What was a stuffed saiga antelope doing in Kenya? The little toy saiga traveled the whole way from Uzbekistan with mother-daughter team Elena Bykova and Olga Espiova of Saiga Conservation Alliance to serve as an ambassador from a faraway land. They were all Kenya to visit Grevy’s Zebra Trust, Ewaso Lions, and Save the Elephants as part of the WCN cross-partner visit program. The trip benefitted all organizations involved as the conservationists were able to exchange ideas about conservation and community involvement, share best-practice techniques, and create new ideas.
Commonalities can often be found among WCN’s partners, even when they are located continents away from each other. SCA and GZT in particular found many similar themes: both the saiga and the Grevy’s zebra face similar threats from hunting, and have faced a common downward trajectory from population numbers in the 1980s. Throughout Olga and Elena’s visit, they talked with all three Kenyan organizations about how to work with women and children to achieve conservation goals.

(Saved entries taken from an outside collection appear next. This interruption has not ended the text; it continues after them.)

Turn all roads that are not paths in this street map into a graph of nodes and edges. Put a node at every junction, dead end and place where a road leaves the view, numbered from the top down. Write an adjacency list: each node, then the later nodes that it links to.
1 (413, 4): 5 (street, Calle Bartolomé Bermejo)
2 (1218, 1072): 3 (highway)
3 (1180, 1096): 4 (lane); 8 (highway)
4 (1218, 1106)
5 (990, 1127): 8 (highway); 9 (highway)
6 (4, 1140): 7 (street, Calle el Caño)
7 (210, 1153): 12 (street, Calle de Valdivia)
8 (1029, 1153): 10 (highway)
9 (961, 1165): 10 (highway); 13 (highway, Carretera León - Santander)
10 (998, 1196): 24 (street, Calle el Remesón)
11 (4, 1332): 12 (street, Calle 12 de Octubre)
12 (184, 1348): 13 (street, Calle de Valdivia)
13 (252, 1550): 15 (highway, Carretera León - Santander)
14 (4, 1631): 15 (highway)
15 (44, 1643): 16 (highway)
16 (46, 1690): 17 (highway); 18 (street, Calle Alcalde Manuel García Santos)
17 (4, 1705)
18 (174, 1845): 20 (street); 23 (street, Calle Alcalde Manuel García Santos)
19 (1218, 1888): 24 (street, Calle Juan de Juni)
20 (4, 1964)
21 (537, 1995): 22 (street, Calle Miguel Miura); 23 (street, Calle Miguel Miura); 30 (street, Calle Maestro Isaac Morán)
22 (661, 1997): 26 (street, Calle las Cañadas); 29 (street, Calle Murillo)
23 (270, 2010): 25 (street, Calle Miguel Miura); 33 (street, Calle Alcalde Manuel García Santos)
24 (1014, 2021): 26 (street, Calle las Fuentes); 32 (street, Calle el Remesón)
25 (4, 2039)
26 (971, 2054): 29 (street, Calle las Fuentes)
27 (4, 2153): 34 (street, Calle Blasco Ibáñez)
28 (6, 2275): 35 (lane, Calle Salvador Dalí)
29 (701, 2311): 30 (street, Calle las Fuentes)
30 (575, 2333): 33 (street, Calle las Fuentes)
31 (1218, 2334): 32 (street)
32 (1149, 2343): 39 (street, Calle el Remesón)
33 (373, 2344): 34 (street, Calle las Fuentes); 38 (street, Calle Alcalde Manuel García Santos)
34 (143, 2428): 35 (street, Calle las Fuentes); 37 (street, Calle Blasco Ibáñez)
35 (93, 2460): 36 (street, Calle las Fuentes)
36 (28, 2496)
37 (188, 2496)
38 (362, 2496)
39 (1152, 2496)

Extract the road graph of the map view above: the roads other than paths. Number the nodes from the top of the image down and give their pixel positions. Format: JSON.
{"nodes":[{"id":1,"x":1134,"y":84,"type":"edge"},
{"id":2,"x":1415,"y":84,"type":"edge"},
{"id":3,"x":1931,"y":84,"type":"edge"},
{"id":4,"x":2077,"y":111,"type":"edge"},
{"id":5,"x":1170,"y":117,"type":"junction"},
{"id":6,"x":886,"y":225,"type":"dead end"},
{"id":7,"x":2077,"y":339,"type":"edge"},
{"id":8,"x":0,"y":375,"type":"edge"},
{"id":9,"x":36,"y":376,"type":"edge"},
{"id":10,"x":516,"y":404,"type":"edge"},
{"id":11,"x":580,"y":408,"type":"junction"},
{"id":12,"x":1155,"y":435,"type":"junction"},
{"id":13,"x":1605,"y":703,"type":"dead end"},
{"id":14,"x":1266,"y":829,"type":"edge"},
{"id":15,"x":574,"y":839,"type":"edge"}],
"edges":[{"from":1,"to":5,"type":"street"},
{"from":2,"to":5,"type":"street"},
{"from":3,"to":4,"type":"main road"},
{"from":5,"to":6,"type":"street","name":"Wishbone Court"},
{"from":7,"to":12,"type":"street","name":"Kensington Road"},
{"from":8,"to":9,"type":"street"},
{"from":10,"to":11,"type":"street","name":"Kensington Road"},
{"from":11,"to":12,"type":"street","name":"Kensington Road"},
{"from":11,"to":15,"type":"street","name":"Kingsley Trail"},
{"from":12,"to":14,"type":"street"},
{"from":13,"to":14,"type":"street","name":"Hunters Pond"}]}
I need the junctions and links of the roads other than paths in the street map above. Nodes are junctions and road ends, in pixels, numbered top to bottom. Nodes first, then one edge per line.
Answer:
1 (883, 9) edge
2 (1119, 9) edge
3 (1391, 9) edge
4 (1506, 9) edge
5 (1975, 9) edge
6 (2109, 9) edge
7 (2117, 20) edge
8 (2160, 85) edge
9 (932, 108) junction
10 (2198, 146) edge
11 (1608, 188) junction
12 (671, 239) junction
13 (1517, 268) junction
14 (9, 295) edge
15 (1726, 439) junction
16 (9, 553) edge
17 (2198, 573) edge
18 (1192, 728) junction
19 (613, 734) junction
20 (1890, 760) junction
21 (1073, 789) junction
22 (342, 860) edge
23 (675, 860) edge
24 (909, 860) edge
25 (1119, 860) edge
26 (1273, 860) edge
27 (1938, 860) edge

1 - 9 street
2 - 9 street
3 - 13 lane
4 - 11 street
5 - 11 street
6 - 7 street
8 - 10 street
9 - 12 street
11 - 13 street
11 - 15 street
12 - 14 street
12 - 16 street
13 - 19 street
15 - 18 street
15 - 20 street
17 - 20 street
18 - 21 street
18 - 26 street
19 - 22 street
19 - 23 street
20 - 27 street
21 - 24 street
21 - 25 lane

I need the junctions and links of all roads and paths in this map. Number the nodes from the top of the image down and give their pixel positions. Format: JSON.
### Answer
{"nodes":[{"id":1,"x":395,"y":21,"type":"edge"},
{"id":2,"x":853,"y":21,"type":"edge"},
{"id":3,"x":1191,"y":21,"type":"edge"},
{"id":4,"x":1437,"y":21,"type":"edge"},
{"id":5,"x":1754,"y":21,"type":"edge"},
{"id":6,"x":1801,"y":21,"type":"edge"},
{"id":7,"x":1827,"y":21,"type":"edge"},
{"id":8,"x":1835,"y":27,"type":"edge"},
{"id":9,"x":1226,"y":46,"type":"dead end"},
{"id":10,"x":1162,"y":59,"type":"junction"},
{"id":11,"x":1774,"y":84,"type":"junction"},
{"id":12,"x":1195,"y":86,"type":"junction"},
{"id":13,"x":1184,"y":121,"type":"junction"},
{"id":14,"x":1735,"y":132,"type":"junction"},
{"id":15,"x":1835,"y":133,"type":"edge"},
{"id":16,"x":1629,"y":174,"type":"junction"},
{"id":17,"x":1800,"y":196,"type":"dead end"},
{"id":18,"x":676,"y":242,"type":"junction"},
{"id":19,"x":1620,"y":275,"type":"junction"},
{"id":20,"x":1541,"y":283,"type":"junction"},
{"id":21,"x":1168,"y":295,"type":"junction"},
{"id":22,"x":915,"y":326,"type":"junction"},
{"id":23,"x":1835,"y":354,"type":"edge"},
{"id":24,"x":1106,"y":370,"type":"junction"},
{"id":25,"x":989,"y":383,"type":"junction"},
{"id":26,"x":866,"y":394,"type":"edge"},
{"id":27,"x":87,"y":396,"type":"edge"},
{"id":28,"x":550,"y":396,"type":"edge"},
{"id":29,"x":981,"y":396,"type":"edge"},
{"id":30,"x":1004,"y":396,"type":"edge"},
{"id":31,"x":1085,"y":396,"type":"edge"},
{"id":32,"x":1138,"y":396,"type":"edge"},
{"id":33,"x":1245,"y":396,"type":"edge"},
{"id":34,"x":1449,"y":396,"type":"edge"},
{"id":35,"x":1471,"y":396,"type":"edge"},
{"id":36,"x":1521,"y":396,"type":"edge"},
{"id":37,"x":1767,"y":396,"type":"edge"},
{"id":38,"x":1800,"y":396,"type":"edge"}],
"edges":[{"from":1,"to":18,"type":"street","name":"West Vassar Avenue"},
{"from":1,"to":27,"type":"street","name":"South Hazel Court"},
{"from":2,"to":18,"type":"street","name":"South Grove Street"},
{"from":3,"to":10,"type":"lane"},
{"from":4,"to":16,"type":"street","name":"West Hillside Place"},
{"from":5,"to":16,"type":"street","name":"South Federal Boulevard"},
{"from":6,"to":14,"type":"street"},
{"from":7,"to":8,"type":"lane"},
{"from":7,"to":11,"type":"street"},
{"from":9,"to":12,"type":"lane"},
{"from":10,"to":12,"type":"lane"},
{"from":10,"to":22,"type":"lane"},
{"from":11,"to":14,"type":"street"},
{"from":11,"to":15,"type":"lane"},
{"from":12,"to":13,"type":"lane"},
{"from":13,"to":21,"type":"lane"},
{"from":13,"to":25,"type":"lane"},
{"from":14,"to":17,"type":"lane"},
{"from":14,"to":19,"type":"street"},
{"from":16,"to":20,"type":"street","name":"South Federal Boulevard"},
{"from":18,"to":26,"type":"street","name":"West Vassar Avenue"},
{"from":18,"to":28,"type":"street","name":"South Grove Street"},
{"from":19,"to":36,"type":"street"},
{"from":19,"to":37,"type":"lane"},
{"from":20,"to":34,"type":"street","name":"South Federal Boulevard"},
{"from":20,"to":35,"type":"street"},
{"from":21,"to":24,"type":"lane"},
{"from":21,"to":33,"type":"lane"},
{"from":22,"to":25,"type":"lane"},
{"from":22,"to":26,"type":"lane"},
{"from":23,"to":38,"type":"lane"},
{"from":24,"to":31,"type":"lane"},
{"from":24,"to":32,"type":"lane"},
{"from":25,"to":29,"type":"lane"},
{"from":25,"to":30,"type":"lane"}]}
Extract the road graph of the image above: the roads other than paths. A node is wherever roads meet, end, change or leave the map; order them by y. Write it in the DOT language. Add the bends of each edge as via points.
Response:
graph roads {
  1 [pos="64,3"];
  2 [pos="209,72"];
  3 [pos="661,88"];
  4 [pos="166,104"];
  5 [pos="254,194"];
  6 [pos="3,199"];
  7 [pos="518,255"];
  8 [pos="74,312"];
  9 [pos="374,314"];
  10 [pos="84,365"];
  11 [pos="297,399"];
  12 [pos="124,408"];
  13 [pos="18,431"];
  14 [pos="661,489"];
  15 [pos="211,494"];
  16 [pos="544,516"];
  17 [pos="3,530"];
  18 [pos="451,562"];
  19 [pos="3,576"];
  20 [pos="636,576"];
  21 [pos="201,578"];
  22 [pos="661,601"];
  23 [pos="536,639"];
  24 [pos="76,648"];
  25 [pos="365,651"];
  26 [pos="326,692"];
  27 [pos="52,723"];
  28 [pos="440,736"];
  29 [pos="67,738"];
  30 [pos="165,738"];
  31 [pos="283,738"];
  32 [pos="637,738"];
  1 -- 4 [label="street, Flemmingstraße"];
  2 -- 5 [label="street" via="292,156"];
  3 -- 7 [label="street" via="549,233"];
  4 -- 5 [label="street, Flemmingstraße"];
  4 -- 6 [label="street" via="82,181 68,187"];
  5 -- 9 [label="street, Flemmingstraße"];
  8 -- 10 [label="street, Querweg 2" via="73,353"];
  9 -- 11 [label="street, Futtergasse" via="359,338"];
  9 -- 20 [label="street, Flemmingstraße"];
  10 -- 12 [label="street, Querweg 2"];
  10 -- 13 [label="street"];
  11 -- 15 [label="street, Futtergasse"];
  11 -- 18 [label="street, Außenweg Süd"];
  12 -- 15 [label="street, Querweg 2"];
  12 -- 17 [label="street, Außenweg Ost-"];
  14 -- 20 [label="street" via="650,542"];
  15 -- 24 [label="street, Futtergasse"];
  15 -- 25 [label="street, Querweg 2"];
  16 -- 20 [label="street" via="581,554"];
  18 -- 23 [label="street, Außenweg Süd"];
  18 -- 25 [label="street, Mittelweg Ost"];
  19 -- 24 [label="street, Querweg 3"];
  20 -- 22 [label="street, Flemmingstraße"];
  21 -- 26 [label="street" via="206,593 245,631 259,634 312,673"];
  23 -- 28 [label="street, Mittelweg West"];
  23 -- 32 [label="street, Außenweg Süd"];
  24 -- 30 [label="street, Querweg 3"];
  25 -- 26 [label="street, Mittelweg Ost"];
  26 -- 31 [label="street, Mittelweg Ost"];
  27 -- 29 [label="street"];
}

Elena and Olga shared their experiences of success with local women in Uzbekistan. They have strongly supported embroidery production, allowing women to start their own business. In turn, GZT shared their newest project, producing reusable sanitary pads, and discussed projects that had worked well for them. GZT was also particularly impressed with how the SCA worked with local children to provide a multi-media educational experience. Following SCA’s example, Grevy’s Zebra Trust plans to create a network of schools and teachers that will distribute material about the zebras and about the work the Trust does. A cartoon created by SCA to show to schoolchildren inspired GZT to move forward on painting educational murals at schools to show a healthy eco-system and inspire a passion for conservation through art.
SCA was also able to talk about their embroidery program with Ewaso Lions’ Mama Simba group for women. The two groups discussed the importance of education for women and the role that people in their community can play. Like the embroidery sold by women with SCA’s help, the Mama Simba women make their own beadwork animals to generate extra income and provide some extra incentive to the growing tourism business.
With the guidance of Ewaso Lions, Olga and Elena learnt more about conservation programs directed for children, either via camps or scholarship education. There they were able to learn important structural techniques for setting up their own camp, which they managed to set up and conduct within an impressive one-week timeframe after returning to Uzbekistan.
Finally, SCA worked with the Save the Elephants education team and were able to be included in a lesson about living with elephants based on a manual for children written by STE. They also discussed various other child-oriented programs by STE, including art competitions and providing general support for schools. SCA was able to show a saiga cartoon they had created to a group of sixth grade students. Following the trip, SCA may adapt some of STE’s educational manual to their own program to implement in local schools.
This cross partner visit was successful for all groups involved. Everyone was able to walk away with concrete results and a greater understanding of how they could benefit the women and children of the communities where they worked to reach their conservation goals.